It is not hard to believe that the ancient Greeks placed the mythical Garden of the Marchioness of Arucas, also known as the Garden of the Hesperides in the Canary Islands. Here in Arucas, where the plants flourish and the climate is like eternal spring, you feel transported to that earthly paradise, where the trees put forth golden apples of immortality, cared for by the nymphs called the Hesperides, who were guarded by the fierce hundredheaded dragon Ladon. According to the myth, even though the dragon was slain by the titan Atlas, its descendants are still alive in the shape of the dragon trees (Dracaena draco) that sprang up where its blood fell. One magnificent 200-year-old specimen dominates the old part of this garden. When the bark is broken, a dark red sap leaks out – ‘dragon’s blood’, possessed of curative properties. Sacred to the indigenous Canarians, the guanches, the tree is still symbolic of the Canary Islands.

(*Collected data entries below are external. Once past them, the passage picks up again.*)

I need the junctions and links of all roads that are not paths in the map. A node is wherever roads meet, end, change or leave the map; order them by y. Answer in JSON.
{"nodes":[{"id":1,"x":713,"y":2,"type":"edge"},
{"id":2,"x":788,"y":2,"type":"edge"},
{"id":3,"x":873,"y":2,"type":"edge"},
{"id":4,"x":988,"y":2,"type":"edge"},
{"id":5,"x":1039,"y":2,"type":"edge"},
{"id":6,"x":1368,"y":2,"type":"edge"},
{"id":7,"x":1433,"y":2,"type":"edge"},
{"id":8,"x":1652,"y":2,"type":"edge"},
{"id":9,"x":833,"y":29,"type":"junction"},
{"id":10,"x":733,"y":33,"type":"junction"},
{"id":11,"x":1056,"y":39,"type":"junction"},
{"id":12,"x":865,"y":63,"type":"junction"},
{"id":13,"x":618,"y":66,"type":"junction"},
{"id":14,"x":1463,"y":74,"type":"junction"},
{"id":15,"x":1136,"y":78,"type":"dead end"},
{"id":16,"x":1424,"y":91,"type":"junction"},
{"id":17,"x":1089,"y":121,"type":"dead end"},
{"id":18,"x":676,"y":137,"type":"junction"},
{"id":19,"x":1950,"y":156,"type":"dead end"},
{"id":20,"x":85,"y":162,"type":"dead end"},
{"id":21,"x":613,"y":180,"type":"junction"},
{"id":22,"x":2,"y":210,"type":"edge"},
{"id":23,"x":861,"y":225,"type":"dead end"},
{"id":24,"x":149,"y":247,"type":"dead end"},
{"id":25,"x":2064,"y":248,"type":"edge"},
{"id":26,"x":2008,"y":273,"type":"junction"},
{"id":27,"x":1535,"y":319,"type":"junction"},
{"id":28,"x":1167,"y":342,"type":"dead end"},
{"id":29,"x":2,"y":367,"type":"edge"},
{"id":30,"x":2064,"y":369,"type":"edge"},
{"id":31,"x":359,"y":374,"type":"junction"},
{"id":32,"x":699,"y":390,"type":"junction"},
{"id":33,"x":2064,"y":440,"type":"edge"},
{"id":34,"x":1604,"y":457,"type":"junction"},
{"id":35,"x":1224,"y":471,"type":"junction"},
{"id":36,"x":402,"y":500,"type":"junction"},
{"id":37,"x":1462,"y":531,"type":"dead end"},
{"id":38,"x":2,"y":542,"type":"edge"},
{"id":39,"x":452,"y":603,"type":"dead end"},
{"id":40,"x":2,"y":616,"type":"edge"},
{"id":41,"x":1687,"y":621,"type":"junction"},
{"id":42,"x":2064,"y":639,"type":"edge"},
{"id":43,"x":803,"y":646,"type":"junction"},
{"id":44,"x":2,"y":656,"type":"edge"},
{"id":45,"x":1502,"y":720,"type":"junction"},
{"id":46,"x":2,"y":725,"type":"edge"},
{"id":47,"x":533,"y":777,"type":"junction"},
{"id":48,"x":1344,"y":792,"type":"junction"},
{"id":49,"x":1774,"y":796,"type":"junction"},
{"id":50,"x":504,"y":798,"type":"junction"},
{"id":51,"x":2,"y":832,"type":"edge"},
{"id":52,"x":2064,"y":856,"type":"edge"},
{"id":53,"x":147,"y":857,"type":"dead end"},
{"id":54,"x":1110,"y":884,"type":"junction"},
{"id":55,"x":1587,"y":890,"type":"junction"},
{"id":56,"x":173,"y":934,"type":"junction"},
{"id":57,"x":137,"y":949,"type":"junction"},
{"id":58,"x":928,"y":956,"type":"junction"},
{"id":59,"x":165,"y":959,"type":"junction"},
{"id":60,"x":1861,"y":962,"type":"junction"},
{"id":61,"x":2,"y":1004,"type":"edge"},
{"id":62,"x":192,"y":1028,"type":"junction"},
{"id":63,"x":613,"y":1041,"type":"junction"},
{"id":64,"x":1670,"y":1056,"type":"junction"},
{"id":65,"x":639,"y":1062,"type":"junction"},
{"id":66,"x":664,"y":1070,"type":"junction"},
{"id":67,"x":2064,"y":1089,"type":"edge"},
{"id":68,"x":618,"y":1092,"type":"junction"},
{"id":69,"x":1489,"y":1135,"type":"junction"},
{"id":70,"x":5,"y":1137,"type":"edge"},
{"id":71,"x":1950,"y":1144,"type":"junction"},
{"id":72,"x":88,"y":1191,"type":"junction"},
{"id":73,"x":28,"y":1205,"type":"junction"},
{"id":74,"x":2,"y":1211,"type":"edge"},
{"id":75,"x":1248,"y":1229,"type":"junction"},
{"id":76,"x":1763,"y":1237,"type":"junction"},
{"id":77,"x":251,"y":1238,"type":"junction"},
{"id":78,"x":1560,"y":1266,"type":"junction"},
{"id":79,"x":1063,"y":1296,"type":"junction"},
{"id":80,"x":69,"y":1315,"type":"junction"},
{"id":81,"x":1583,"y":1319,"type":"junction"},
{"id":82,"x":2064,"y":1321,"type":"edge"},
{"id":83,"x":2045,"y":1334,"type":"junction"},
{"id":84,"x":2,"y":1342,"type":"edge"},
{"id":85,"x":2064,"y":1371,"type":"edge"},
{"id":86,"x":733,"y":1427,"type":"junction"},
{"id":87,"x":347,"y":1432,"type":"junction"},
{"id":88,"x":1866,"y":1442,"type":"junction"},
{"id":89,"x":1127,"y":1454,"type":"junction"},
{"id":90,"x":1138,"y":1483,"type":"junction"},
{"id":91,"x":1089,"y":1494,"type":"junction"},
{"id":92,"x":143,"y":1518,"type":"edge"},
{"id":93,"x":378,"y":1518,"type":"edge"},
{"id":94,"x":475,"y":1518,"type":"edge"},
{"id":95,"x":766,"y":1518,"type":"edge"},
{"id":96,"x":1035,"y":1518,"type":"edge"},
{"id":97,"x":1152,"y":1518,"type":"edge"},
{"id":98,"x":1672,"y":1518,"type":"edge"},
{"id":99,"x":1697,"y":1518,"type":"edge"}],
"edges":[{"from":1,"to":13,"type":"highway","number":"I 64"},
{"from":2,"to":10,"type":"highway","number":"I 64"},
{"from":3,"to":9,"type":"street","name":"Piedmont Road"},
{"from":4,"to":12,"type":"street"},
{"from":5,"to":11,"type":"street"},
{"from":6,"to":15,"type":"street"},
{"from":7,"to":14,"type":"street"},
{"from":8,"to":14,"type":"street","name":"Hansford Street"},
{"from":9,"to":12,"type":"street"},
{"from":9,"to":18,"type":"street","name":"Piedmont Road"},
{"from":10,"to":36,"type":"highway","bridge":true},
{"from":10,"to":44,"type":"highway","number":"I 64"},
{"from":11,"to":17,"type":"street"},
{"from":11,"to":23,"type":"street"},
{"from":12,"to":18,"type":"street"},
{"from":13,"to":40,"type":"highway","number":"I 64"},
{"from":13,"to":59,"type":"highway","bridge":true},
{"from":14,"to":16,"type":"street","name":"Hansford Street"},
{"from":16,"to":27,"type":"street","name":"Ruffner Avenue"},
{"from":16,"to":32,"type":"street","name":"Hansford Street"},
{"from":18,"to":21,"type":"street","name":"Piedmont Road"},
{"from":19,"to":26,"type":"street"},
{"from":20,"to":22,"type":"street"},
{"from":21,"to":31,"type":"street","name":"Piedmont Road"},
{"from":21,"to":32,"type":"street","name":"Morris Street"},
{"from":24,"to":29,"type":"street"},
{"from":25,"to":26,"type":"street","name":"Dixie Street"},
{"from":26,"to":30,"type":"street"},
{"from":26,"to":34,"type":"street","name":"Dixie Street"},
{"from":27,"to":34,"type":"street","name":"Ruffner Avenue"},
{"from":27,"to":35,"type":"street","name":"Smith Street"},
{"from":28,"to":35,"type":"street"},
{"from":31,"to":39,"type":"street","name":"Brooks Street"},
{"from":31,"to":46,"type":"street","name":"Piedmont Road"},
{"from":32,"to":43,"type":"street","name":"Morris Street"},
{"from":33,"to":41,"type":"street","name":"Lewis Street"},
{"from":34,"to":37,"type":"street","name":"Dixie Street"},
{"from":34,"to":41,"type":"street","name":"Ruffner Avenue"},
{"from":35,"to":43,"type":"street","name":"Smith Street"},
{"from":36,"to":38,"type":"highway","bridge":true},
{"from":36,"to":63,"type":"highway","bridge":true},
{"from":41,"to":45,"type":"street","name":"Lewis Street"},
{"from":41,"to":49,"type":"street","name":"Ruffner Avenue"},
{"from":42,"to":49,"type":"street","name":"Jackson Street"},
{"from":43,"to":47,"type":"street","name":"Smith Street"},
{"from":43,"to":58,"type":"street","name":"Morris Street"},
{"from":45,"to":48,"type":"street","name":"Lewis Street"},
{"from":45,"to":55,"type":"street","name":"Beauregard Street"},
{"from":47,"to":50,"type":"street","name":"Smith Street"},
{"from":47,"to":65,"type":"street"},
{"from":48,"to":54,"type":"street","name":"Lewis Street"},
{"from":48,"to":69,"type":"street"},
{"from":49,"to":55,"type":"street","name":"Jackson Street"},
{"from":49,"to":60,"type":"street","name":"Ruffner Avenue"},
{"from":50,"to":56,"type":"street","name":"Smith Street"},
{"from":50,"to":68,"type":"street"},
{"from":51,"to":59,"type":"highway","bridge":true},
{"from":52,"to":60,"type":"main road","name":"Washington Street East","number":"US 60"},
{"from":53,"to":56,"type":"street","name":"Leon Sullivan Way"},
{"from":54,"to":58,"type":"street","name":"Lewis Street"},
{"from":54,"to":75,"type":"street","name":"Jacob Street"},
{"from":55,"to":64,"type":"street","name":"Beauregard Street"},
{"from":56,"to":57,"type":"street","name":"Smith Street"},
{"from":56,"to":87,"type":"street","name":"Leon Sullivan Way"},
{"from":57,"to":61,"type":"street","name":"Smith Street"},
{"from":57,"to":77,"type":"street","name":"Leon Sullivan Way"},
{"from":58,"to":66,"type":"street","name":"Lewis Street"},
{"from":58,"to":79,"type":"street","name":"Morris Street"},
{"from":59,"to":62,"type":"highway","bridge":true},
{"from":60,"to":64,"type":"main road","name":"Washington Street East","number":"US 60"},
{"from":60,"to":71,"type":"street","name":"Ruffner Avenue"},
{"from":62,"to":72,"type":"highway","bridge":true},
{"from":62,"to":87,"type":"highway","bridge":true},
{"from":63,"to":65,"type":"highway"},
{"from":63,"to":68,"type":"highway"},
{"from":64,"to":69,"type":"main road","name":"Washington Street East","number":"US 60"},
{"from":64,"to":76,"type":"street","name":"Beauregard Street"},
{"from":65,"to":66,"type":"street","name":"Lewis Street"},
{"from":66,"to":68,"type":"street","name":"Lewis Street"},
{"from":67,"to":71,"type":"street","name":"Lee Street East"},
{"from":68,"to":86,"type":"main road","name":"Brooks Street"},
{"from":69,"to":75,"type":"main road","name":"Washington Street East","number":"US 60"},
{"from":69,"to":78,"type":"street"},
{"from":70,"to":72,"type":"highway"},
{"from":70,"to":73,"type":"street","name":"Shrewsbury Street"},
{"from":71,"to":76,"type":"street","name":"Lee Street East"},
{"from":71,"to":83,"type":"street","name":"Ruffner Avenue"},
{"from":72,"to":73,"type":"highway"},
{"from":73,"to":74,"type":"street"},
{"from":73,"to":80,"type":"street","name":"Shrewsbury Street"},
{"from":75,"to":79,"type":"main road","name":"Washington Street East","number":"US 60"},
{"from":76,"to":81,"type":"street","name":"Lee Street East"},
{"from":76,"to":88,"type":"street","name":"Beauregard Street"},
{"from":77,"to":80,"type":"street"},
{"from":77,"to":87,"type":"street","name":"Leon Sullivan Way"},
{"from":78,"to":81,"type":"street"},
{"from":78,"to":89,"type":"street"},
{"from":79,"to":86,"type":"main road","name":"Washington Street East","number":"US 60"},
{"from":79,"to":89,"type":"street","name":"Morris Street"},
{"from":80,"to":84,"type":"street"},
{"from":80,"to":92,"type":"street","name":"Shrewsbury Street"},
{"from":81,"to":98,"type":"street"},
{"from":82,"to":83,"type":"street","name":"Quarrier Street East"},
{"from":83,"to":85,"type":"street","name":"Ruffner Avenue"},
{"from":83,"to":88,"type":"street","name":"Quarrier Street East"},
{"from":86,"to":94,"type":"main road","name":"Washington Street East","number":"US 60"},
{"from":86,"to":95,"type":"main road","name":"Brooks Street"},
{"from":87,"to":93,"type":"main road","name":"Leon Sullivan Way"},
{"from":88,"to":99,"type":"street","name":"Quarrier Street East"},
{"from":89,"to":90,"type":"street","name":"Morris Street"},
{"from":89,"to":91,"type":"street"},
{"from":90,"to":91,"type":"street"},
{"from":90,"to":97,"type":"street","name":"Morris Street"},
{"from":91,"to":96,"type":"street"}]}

Covering 5 hectares near Las Palmas, the Jardín de la marquesa de Arucas is divided into old and new parts. The old part was designed by a French landscape architect around 1880 to complement the house built for the 1st Marquis of Arucas, Ramón Madam y Uriondo.
Thanks to the tropical climate, this outdoor room was used all the year round. The layout follows nineteenthcentury convention with paths –covered with the local lava– that wind through irregularly shaped borders. Picturesque touches include a mossclad grotto and a lakeside pavilion. A folly in the shape of a castle, doubling as a viewpoint, crowns an artificial mountain.
The marquis, founder of a prosperous local sugar refinery, was an enthusiastic botanist, and the collection of araucarias surrounding the house is part of his legacy. Sheltered by the side of a mountain, the Montaña de Arucas, and with the sea close at hand, the Jardín de la marquesa de Arucas enjoys a generous microclimate that has allowed these and other exotic trees including jacarandas, rubber plants and chorisias to flourish.
In 1990 the family extended the Jardín de la marquesa de Arucas and opened it to the public. To complete the display of tropical and subtropical species begun by the 1st Marquis, hundreds of varieties of palms have been planted, forming an paradisal landscape that is unmissable for anyone who wants to grasp the essence of Gran Canaria. Surrounded by banana trees which supply fruit to all of Spain, the garden envelops you in its velvety air and sweet scents, carrying you back to the Golden Age.